US$27m Bacon portrait of tragic lover George Dyer leads Sotheby's Contemporary Evening Sale in New York

On the first day of New York marquee auction week (13 May), Sotheby's presented the Contemporary Evening Sale which brought in US$234.6 million from 32 of the 35 lots on offer. 

The most expensive lot of the evening was British figurative titan Francis Bacon's Portrait of George Dyer Crouching (1966), selling for US$27.7 million with fees. Fresh to market, the piece is the first of ten full-scale intimate paintings of his lover and muse executed between 1966 and 1968, when their passion for each other peaked. 

Following that price was that achieved by Lucio Fontana's Concetto spaziale, La fine di Dio, a yellow egg-shaped canvas from Dallas arts patrons Cindy and Howard Rachofsky, selling for US$22.9 million. Joan Mitchell's Noon (1969), one of four paintings by the artist from a private collection, achieved US$22.6 million, the third-highest price. 

Notably, all three works were backed by irrevocable bids ahead of the auction.  
 


Lot 115 | Francis Bacon (1909-1992) | Portrait of George Dyer Crouching, Oil on canvas
Executed in 1966
198 x 147 cm
Provenance:

  • Marlborough-Gerson Gallery Inc, New York
  • Private Collection, Caracas (acquired from the above in 1970)
  • Thence by descent to the present owner

Estimate: US$30,000,000 - 50,000,000
Hammer Price: US$24,500,000
Sold: US$27,735,000


Auctioneer Oliver Barker opened bidding for the lot at US$22 million and brought his gavel down at US$24.5 million, a bid offered by the client of Camilla Bertini, Deputy Director, Client Liaison, Project Coordinator, European Chairman’s Office, with paddle number 181. With fees, its final sum came to US$27.7 million. 

"Bacon’s portraits are the interrogation on the limits of the self. Up to what degree of distortion does an individual still remain himself? To what degree of distortion does a beloved being still remain a beloved being?" the great novelist Milan Kundera once said of the artist's work. 

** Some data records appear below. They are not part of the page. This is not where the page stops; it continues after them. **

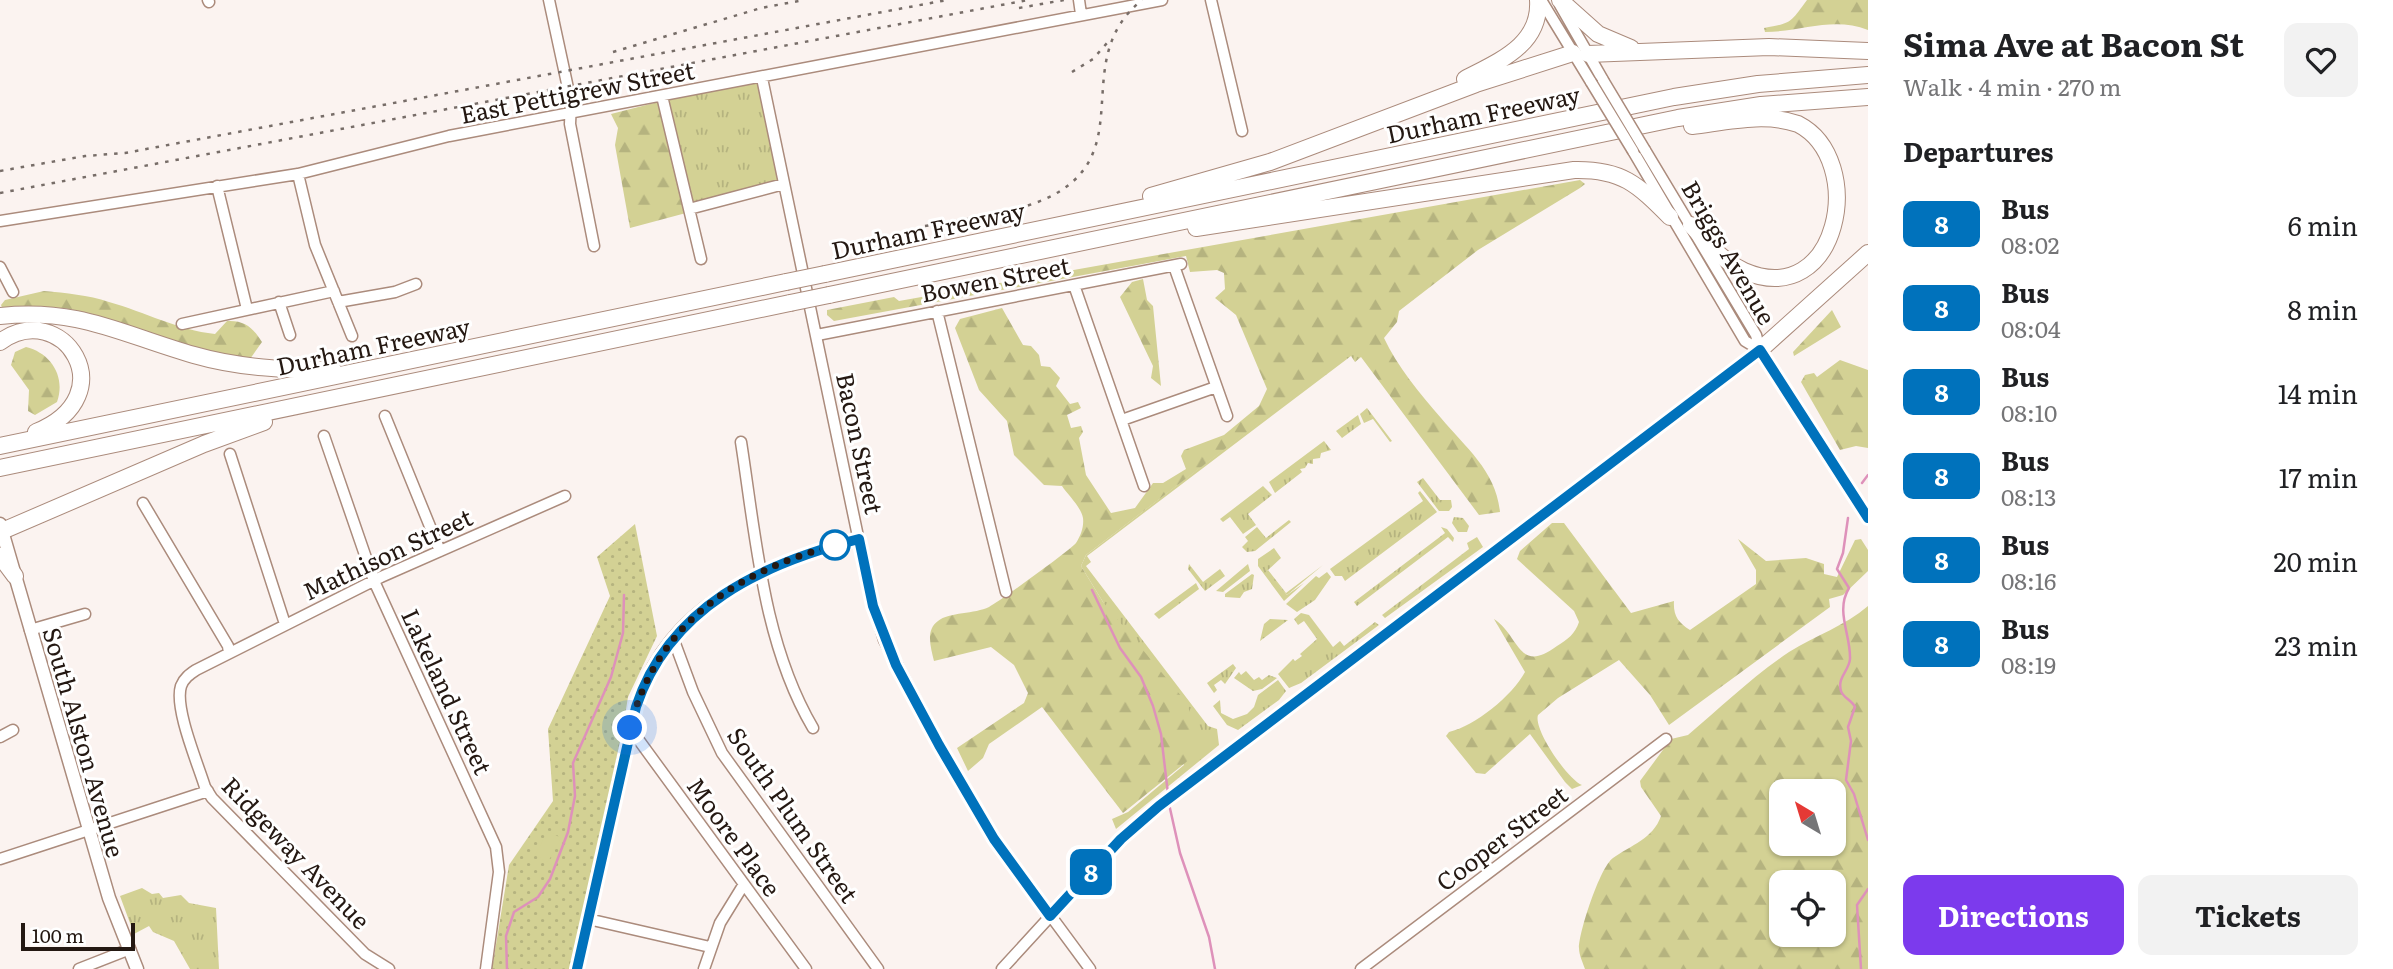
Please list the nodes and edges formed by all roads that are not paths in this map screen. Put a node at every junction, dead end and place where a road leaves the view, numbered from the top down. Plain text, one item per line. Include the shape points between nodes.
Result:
1 (549, 0) edge
2 (1079, 0) edge
3 (1162, 0) edge
4 (1211, 0) edge
5 (1539, 0) edge
6 (1558, 0) edge
7 (1081, 14) junction
8 (1647, 51) junction
9 (1868, 51) edge
10 (1581, 53) junction
11 (1868, 75) edge
12 (762, 78) junction
13 (662, 96) junction
14 (1868, 97) edge
15 (571, 113) junction
16 (1378, 121) junction
17 (1242, 131) dead end
18 (1585, 137) junction
19 (298, 174) junction
20 (784, 184) junction
21 (217, 186) junction
22 (689, 209) junction
23 (1670, 217) junction
24 (0, 221) edge
25 (1691, 225) junction
26 (1051, 226) junction
27 (594, 246) dead end
28 (1034, 252) junction
29 (1868, 253) edge
30 (701, 259) dead end
31 (0, 267) edge
32 (416, 284) dead end
33 (1074, 285) junction
34 (13, 292) dead end
35 (336, 296) junction
36 (279, 302) junction
37 (247, 309) junction
38 (937, 311) junction
39 (0, 316) edge
40 (182, 324) dead end
41 (289, 335) dead end
42 (817, 335) junction
43 (352, 336) dead end
44 (0, 342) edge
45 (1760, 350) junction
46 (356, 371) junction
47 (1216, 387) junction
48 (325, 400) junction
49 (385, 416) dead end
50 (1227, 416) dead end
51 (1122, 420) junction
52 (324, 436) dead end
53 (741, 442) dead end
54 (0, 446) edge
55 (230, 454) dead end
56 (0, 468) edge
57 (1144, 486) dead end
58 (565, 496) dead end
59 (142, 503) dead end
60 (1868, 517) edge
61 (1, 529) edge
62 (859, 539) junction
63 (440, 551) junction
64 (0, 556) edge
65 (762, 572) junction
66 (15, 576) junction
67 (374, 581) junction
68 (1006, 592) dead end
69 (85, 614) dead end
70 (285, 624) junction
71 (30, 630) junction
72 (673, 638) junction
73 (229, 653) junction
74 (630, 728) junction
75 (813, 728) dead end
76 (13, 730) dead end
77 (0, 737) edge
78 (1666, 739) dead end
79 (208, 791) junction
80 (88, 829) junction
81 (0, 859) edge
82 (744, 884) junction
83 (1050, 916) junction
84 (588, 919) junction
85 (710, 947) junction
86 (130, 949) junction
87 (79, 969) edge
88 (137, 969) edge
89 (390, 969) edge
90 (486, 969) edge
91 (577, 969) edge
92 (704, 969) edge
93 (806, 969) edge
94 (878, 969) edge
95 (1002, 969) edge
96 (1090, 969) edge
97 (1361, 969) edge

1 - 15 street
2 - 7 street
3 - 7 street, East Pettigrew Street
4 - 17 street
5 - 10 street, Briggs Avenue
5 - 16 highway via 1535,27 1523,45
6 - 8 highway via 1598,34
6 - 10 street, Briggs Avenue
7 - 12 street, East Pettigrew Street
8 - 9 highway via 1769,47
8 - 10 highway
10 - 16 highway via 1496,76
10 - 23 street, Briggs Avenue, bridge via 1591,82
10 - 25 street, Briggs Avenue, bridge via 1603,80
11 - 26 highway, Durham Freeway via 1758,83 1674,97
12 - 13 street, East Pettigrew Street
12 - 20 street, Bacon Street
13 - 15 street, East Pettigrew Street
13 - 22 street
14 - 18 highway, Durham Freeway via 1720,111
15 - 19 street, East Pettigrew Street via 449,136
15 - 27 street
16 - 26 highway via 1247,170
18 - 25 highway via 1754,119 1786,120 1823,138 1848,173 1852,203 1844,232 1826,256 1796,274 1744,271 1727,261
18 - 28 highway, Durham Freeway
19 - 21 street, East Pettigrew Street
19 - 35 street via 315,245
20 - 22 street
20 - 42 street, Bacon Street
21 - 24 street, East Pettigrew Street
21 - 37 street
22 - 30 street
23 - 28 highway via 1641,188 1621,176 1574,170
23 - 45 street, Briggs Avenue via 1745,341
25 - 45 street, Briggs Avenue via 1756,335
26 - 46 highway, Durham Freeway, bridge
28 - 48 highway, Durham Freeway, bridge
29 - 45 highway
31 - 34 street
32 - 35 street via 396,292
33 - 38 street, Bowen Street
33 - 47 street, Bowen Street via 1177,265
33 - 51 street
35 - 36 street
35 - 43 street
36 - 37 street
36 - 41 street
37 - 40 street
38 - 42 street, Bowen Street
38 - 68 street
39 - 46 highway via 77,317 232,364
42 - 62 street, Bacon Street
44 - 54 highway via 25,331 52,334 73,352 81,381 75,403 61,419
45 - 60 street
45 - 83 street via 1159,806 1121,839
46 - 54 highway, Durham Freeway
47 - 50 street
47 - 51 street
48 - 56 highway, Durham Freeway
48 - 61 highway via 215,439
49 - 63 street
51 - 57 street
52 - 67 street, Lakeland Street
53 - 65 street
55 - 70 street
58 - 63 street, Mathison Street
59 - 73 street
61 - 66 main road, South Alston Avenue
62 - 65 street
62 - 83 street, Bacon Street via 873,606 890,652 966,794
63 - 67 street, Mathison Street
64 - 66 highway
65 - 72 street via 706,606
65 - 75 street via 783,663
66 - 71 main road, South Alston Avenue
67 - 70 street, Mathison Street
67 - 90 street, Lakeland Street via 496,847 499,872
69 - 71 street
70 - 73 street, Mathison Street
71 - 80 main road, South Alston Avenue
72 - 74 street via 645,682
72 - 94 street, South Plum Street via 722,753
73 - 79 street, Ridgeway Avenue via 189,674 180,688 181,706
74 - 82 street, Moore Place
74 - 84 street
76 - 77 street
78 - 97 street, Cooper Street
79 - 80 street
79 - 89 street, Ridgeway Avenue via 365,954
80 - 81 street
80 - 86 main road, South Alston Avenue
82 - 85 street
82 - 93 street, Moore Place
83 - 95 street
83 - 96 street, Bacon Street
84 - 85 street
84 - 91 street
85 - 92 street
86 - 87 street
86 - 88 main road, South Alston Avenue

If Bacon's art was defined by the attempts to get the essence of human existence in all its forms, it was his portrayal of his lived experience through those closest to him which defined his finest work. George Dyer, the artist's greatest love and muse, provided some of the highest highs and lowest lows. 


Camilla Bertini won the lot for her client with paddle number 181


George Dyer and Francis Bacon in Soho in the 1950s | Dublin City Gallery The Hugh Lane


In the Autumn of 1963, when Bacon was almost 54 and Dyer was around 30, the two met in a pub in Soho. At first glance, Bacon was instantly attracted to the handsome young man with the build of a Michelangelo figure and an air of latent violence from his background as an East Ender born into a life of petty crime.

The early days of their affair were light-hearted, and their behavior together frequently bordered on the comic, with Bacon playing the sophisticated older man to the East Ender’s bewilderment at the "ways up West" as they moved from champagne at the Ritz to dinner in an elegant restaurant and gambling in a Mayfair casino. 

At the height of their rollercoaster love affair, Bacon executed ten single-panel portraits that see Dyer as a conduit of the full range of human drama, providing a raw window into scenes of their ordinary daily life. 

Of these ten works, three are now held in international museum collections, one was destroyed in a fire, leaving just six in private hands. Debuting at Bacon’s seminal 1966 solo exhibition at Galerie Maeght, Paris, Portrait of George Dyer Crouching has since been shown in some of the artist’s most significant exhibitions, including his 1971 retrospective held at the Grand Palais, Paris – the scene of Dyer’s final tragedy. 


Francis Bacon | Portrait of George Dyer Riding a Bicycle (1966) | Foundation Beyeler, Riehen 


Francis Bacon | Portrait of George Dyer and Lucian Freud | Destroyed in a fire, 1979


Francis Bacon | Portrait of George Dyer Talking | Sold: £42,194,500 (US$70.2 million), Christie's London, 2014


Beneath their intense relationship were in fact two conflicted men troubled by endless quarrels. As Dyer left his turbulous past behind, he felt increasingly purposeless and began drinking heavily day and night. Bacon, on the other hand, was disappointed to find a gentle soul where he had expected a ruthless dominator. 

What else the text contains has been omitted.